In the PAC-based dendrogram (Fig. 3b), the Golden Valley PAC, located in the Southeastern-West management group, aligns more closely with PACs in the Northern management group (Fergus, McCone-Garfield, Musselshell, North Rosebud, North Valley, and South Phillips) than it does with the PACs in the Southeastern-East management group (Carter, Cedar Creek, PRB, North Dakota, and South Dakota). We might expect Golden Valley to align most closely with the PACs within the southeastern primary subpopulation. However, the unexpected dendrogram alignment is likely due to grouping individuals from within each PAC, which for Golden Valley means 30 % of the individuals in the pack assign to the N subpopulation. Despite these few caveats, state-delineated PACs align very well with genetic subpopulation structure.

Future research directions

We sampled genetic data from sage grouse subpopulations located across multiple landscapes with different physiogeographic histories. These subpopulations exist at different elevations, surrounded by different assemblages of vegetation, and persist in spite of novel landscape disturbances. Maintaining connectivity and minimizing habitat fragmentation within and among these subpopulations is critical to the persistence of the species. A thorough analysis of which landscape features and disturbances have the greatest effect on genetic connectivity would lead to a better understanding of which areas on the landscape are essential to maintaining connectivity. These areas could be the targets for management action. Therefore, we suggest that it would prove invaluable for further study to discern whether it is the anthropogenic landscape alteration or natural features that have had the greatest influence on genetic structure.

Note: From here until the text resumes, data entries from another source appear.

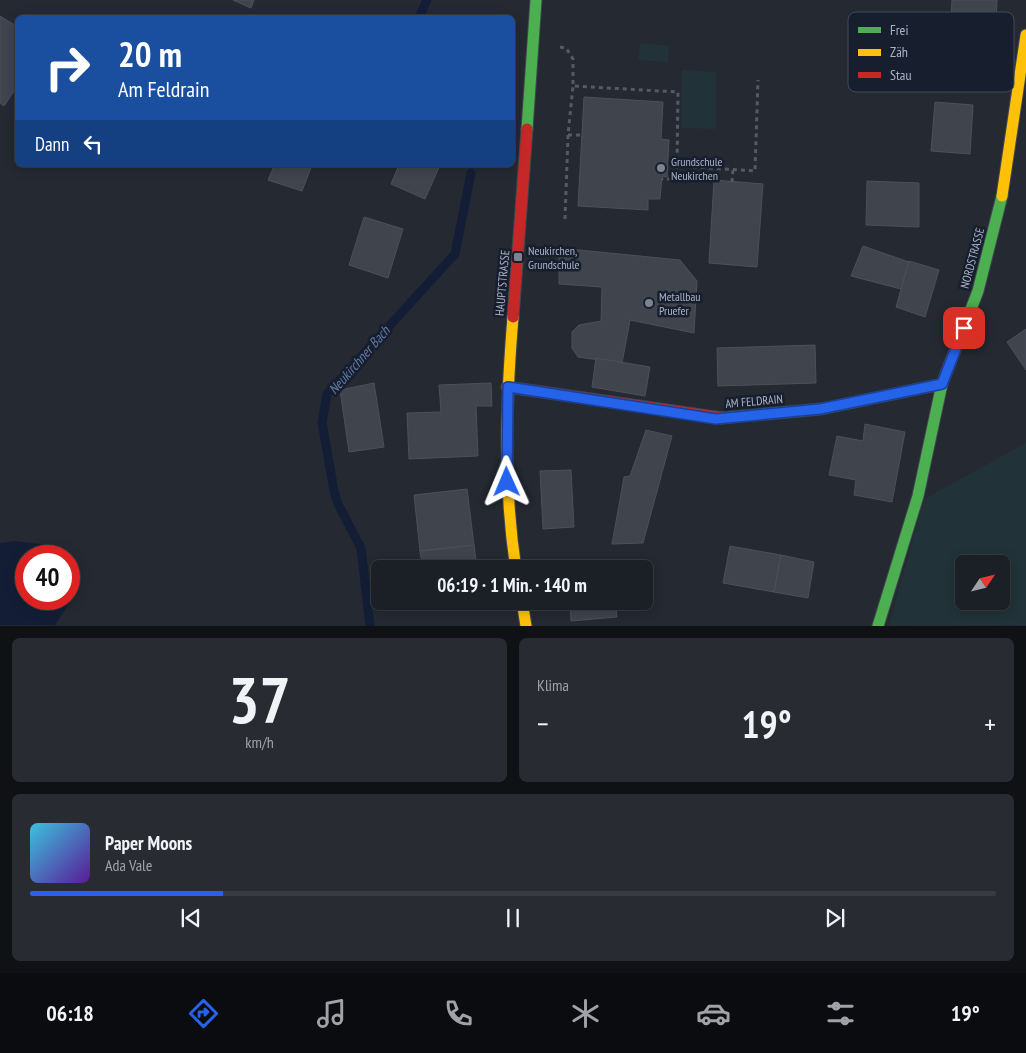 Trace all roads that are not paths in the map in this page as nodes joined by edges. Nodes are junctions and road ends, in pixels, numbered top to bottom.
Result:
1 (536, 0) edge
2 (1026, 35) edge
3 (942, 384) junction
4 (508, 387) junction
5 (514, 560) edge
6 (523, 610) edge
7 (526, 626) edge
8 (878, 626) edge

1 - 4 street, HAUPTSTRASSE
2 - 3 street, NORDSTRASSE
3 - 4 street, AM FELDRAIN
3 - 8 street, NORDSTRASSE
4 - 5 street, HAUPTSTRASSE
6 - 7 street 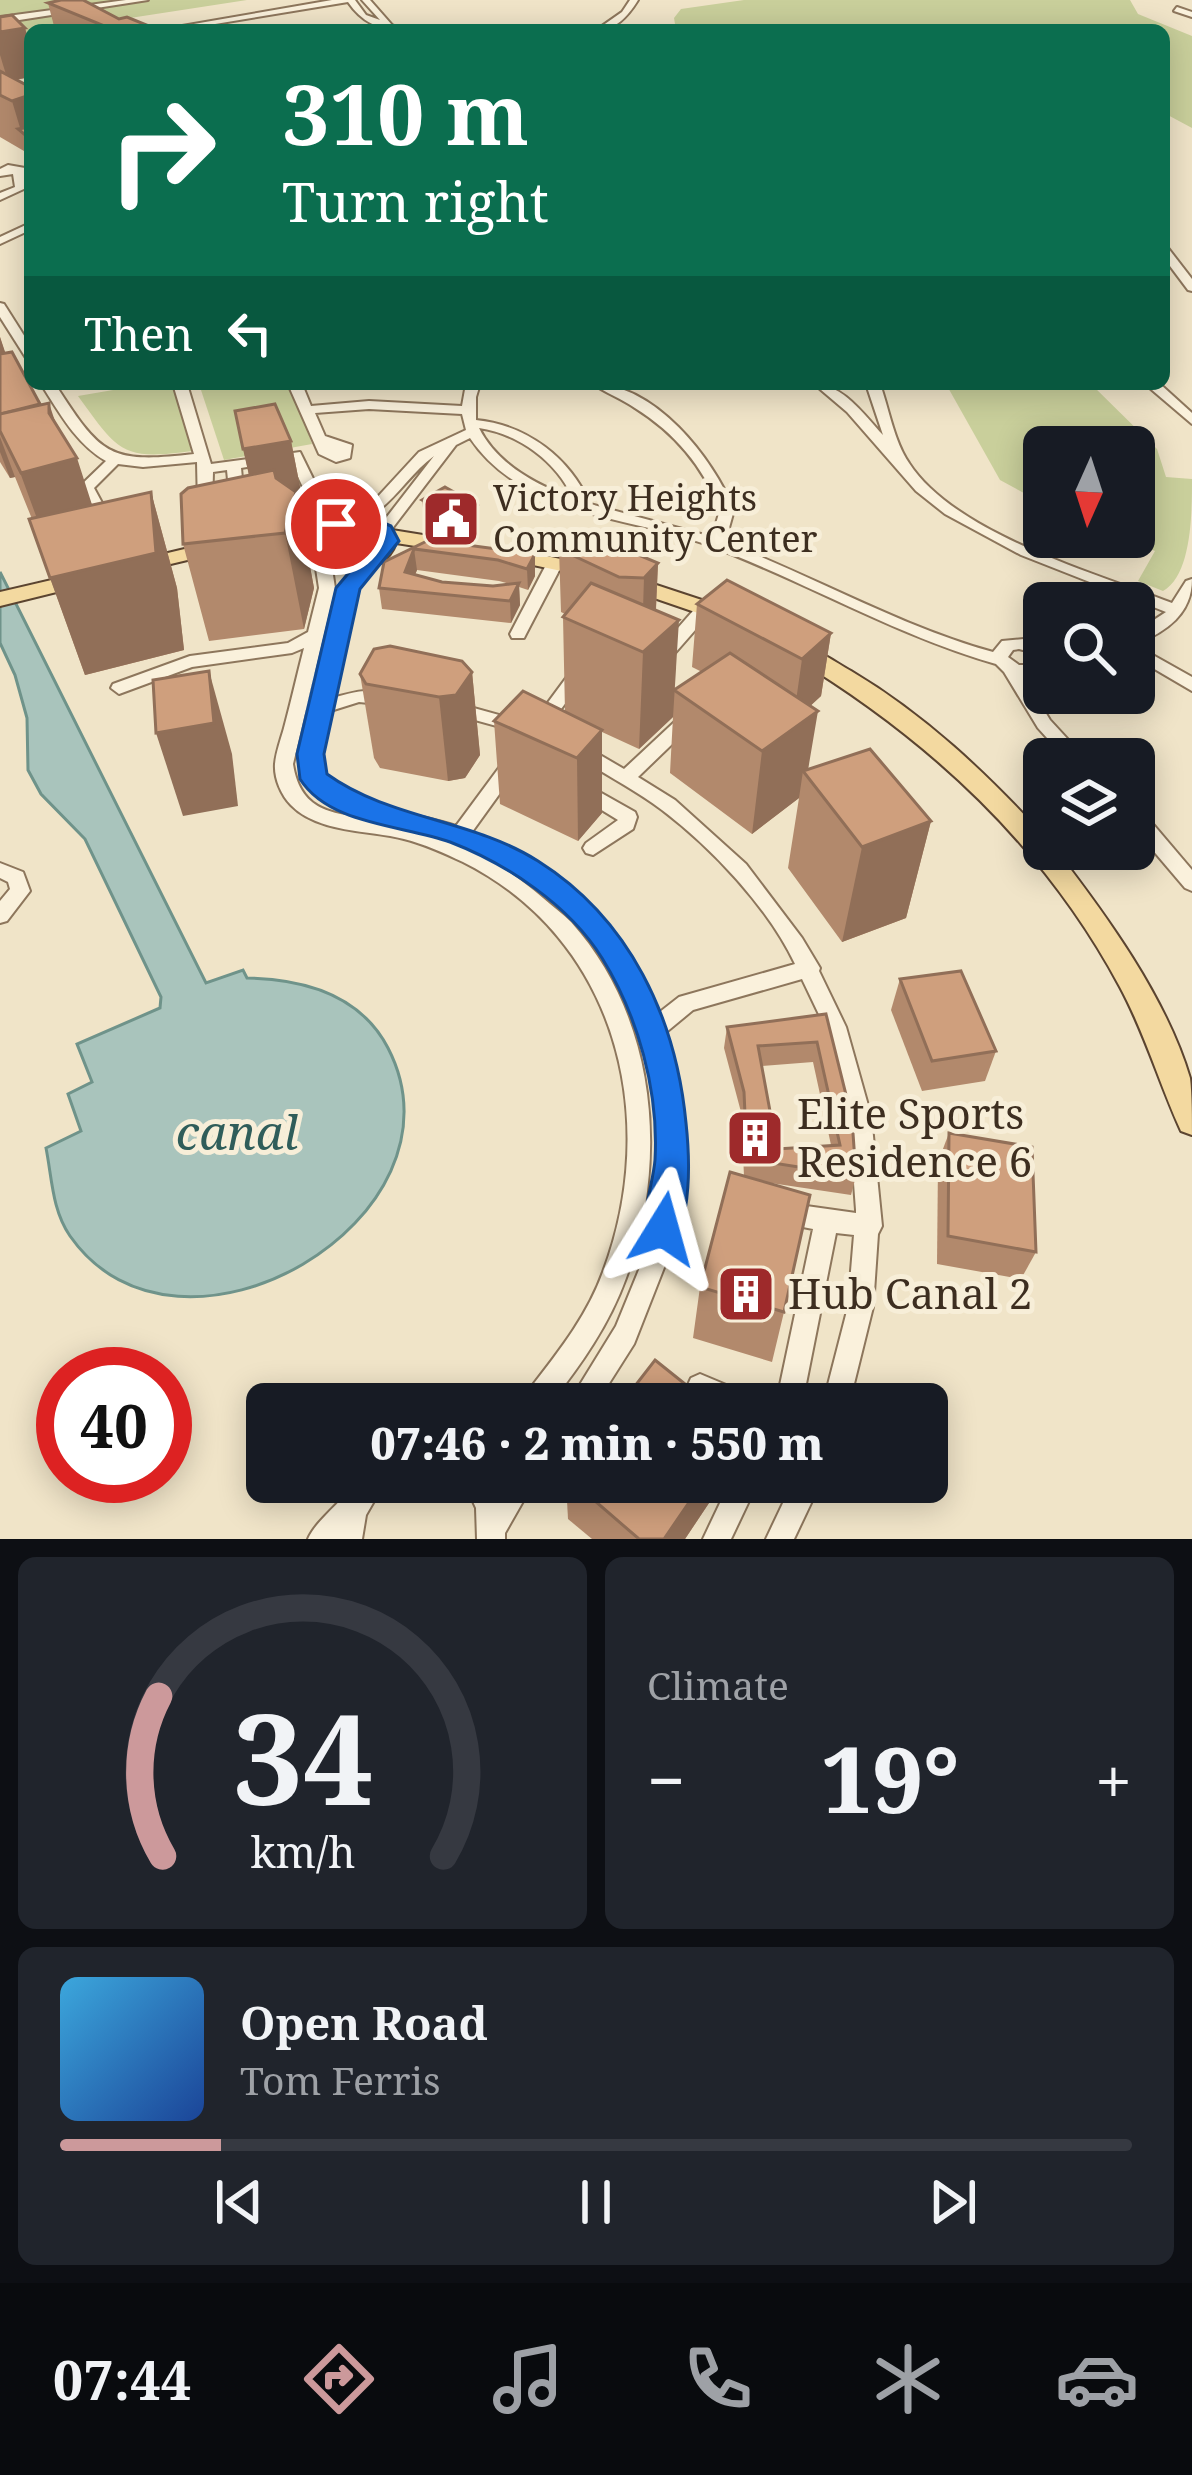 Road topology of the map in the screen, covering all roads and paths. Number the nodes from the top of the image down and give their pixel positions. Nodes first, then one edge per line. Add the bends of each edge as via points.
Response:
1 (26, 0) edge
2 (144, 0) edge
3 (356, 0) edge
4 (634, 0) edge
5 (1177, 9) dead end
6 (34, 15) junction
7 (1192, 15) edge
8 (0, 20) edge
9 (218, 24) edge
10 (382, 24) edge
11 (393, 24) edge
12 (610, 24) edge
13 (15, 169) edge
14 (0, 197) edge
15 (1170, 258) edge
16 (1192, 287) edge
17 (0, 307) edge
18 (24, 345) edge
19 (50, 390) edge
20 (182, 390) edge
21 (298, 390) edge
22 (473, 390) edge
23 (610, 390) edge
24 (828, 390) edge
25 (875, 390) edge
26 (1159, 390) edge
27 (306, 410) junction
28 (70, 419) junction
29 (1192, 420) edge
30 (50, 425) edge
31 (473, 430) junction
32 (320, 439) dead end
33 (204, 463) junction
34 (902, 463) junction
35 (234, 464) junction
36 (109, 465) junction
37 (407, 471) junction
38 (429, 475) junction
39 (77, 478) edge
40 (573, 482) junction
41 (554, 497) junction
42 (584, 508) junction
43 (233, 518) edge
44 (268, 520) edge
45 (198, 526) junction
46 (333, 526) junction
47 (384, 533) junction
48 (115, 539) edge
49 (717, 544) junction
50 (241, 548) junction
51 (479, 549) junction
52 (184, 555) junction
53 (318, 557) junction
54 (369, 561) junction
55 (550, 574) junction
56 (111, 580) junction
57 (1192, 584) edge
58 (592, 591) edge
59 (0, 598) edge
60 (633, 604) edge
61 (705, 608) junction
62 (1178, 610) junction
63 (0, 614) edge
64 (675, 621) junction
65 (1155, 626) edge
66 (317, 634) junction
67 (518, 634) dead end
68 (1023, 644) edge
69 (276, 651) junction
70 (1004, 659) junction
71 (1023, 660) edge
72 (1155, 667) edge
73 (594, 669) edge
74 (317, 673) junction
75 (647, 674) edge
76 (1192, 685) edge
77 (119, 688) dead end
78 (358, 697) junction
79 (668, 700) dead end
80 (319, 709) junction
81 (1042, 714) edge
82 (1042, 720) junction
83 (535, 732) junction
84 (1058, 738) edge
85 (517, 756) junction
86 (538, 767) edge
87 (628, 776) junction
88 (559, 777) edge
89 (460, 835) junction
90 (1155, 838) edge
91 (593, 848) dead end
92 (1192, 850) edge
93 (1169, 853) junction
94 (0, 870) edge
95 (1192, 883) edge
96 (0, 915) edge
97 (810, 968) junction
98 (638, 993) junction
99 (686, 1003) junction
100 (654, 1030) junction
101 (1192, 1121) edge
102 (770, 1220) edge
103 (826, 1226) junction
104 (870, 1226) junction
105 (552, 1383) edge
106 (595, 1383) edge
107 (793, 1383) edge
108 (841, 1383) edge
109 (488, 1503) edge
110 (508, 1503) edge
111 (734, 1503) edge
112 (796, 1503) edge
113 (351, 1525) edge
114 (492, 1533) edge
115 (322, 1539) edge
116 (717, 1539) edge
117 (780, 1539) edge

1 - 6 street
2 - 6 street
3 - 9 street
3 - 10 street via 363,17
3 - 11 street
4 - 12 street
5 - 7 street
6 - 8 street
13 - 14 street via 20,188
15 - 16 street
17 - 18 street
19 - 28 street
20 - 33 street
21 - 27 street
22 - 31 street
23 - 49 street via 654,414 705,464 728,510
24 - 34 street
25 - 34 street
26 - 29 street
27 - 31 street via 396,405
27 - 32 street
28 - 30 street
28 - 36 street
31 - 37 street
31 - 38 street via 443,450
31 - 40 street via 506,429
31 - 41 street via 528,484
33 - 35 street
33 - 36 street
33 - 45 street via 208,488
34 - 62 street via 968,522
35 - 43 street
35 - 44 street via 296,456 319,505
36 - 39 street
36 - 48 street via 86,490
37 - 38 street
37 - 46 street via 376,506
38 - 47 street
40 - 41 street
40 - 42 street
41 - 42 street
42 - 49 street
45 - 50 street
45 - 52 street
46 - 47 main road via 370,524
46 - 50 main road
46 - 53 main road via 313,541
47 - 51 main road
47 - 54 main road via 386,548
49 - 70 street via 943,643
50 - 52 main road
50 - 53 main road
50 - 56 main road
51 - 54 main road
51 - 55 main road
52 - 56 main road
53 - 54 main road via 343,566
53 - 66 street via 328,582
54 - 74 street via 348,588
55 - 58 street
55 - 61 main road
55 - 67 street
56 - 59 main road
56 - 63 main road
57 - 62 street
60 - 64 street
61 - 64 street
61 - 101 main road via 847,678 956,761 1031,838 1132,984
62 - 65 street
64 - 75 street
66 - 69 street
66 - 74 street
68 - 70 street
69 - 74 street
69 - 77 street via 190,662
70 - 71 street
70 - 82 street
72 - 76 street
73 - 83 street via 579,673
74 - 78 street
74 - 80 street
74 - 105 street via 284,764 294,800 328,818 451,848 530,895 592,963 631,1052 641,1161 626,1243 596,1319
78 - 80 street
78 - 83 street via 426,704
79 - 87 street via 690,716
80 - 89 street via 309,763 319,786 347,803
81 - 82 street
82 - 84 street
83 - 85 street
83 - 87 street
85 - 86 street
85 - 89 street
87 - 97 street via 738,864
88 - 91 street via 626,813 626,824
89 - 98 street via 527,868 574,904
90 - 93 street
92 - 93 street
93 - 95 street
94 - 96 street via 16,877 20,891
97 - 99 street
97 - 104 street via 856,1095
98 - 99 street
98 - 100 street
99 - 100 street
100 - 106 street via 671,1113 668,1204 640,1302
102 - 103 street
103 - 104 street
103 - 107 street
104 - 108 street
109 - 114 street
110 - 114 street
111 - 116 street
112 - 117 street
113 - 115 street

The coincidence of breaks in genetic continuity and underlying physiogeography suggests that it is possible that adaptive differences have arisen within subpopulations. These adaptive differences could in turn restrict contemporary gene flow among subpopulations. Therefore, quantification of adaptive variation across not only the northeastern portion, but also the entire range could lend a much better understanding of the species’ phylogeography. A comparison of our analysis of subpopulation structure, an understanding of adaptive variation, and an analysis of fine-scale connectivity among leks within and among subpopulations—using network theory or a similar approach—would provide a powerful set of tools to assist managers as they set management objectives to preserve genetic diversity at across multiple scales (Manel et al. 2010).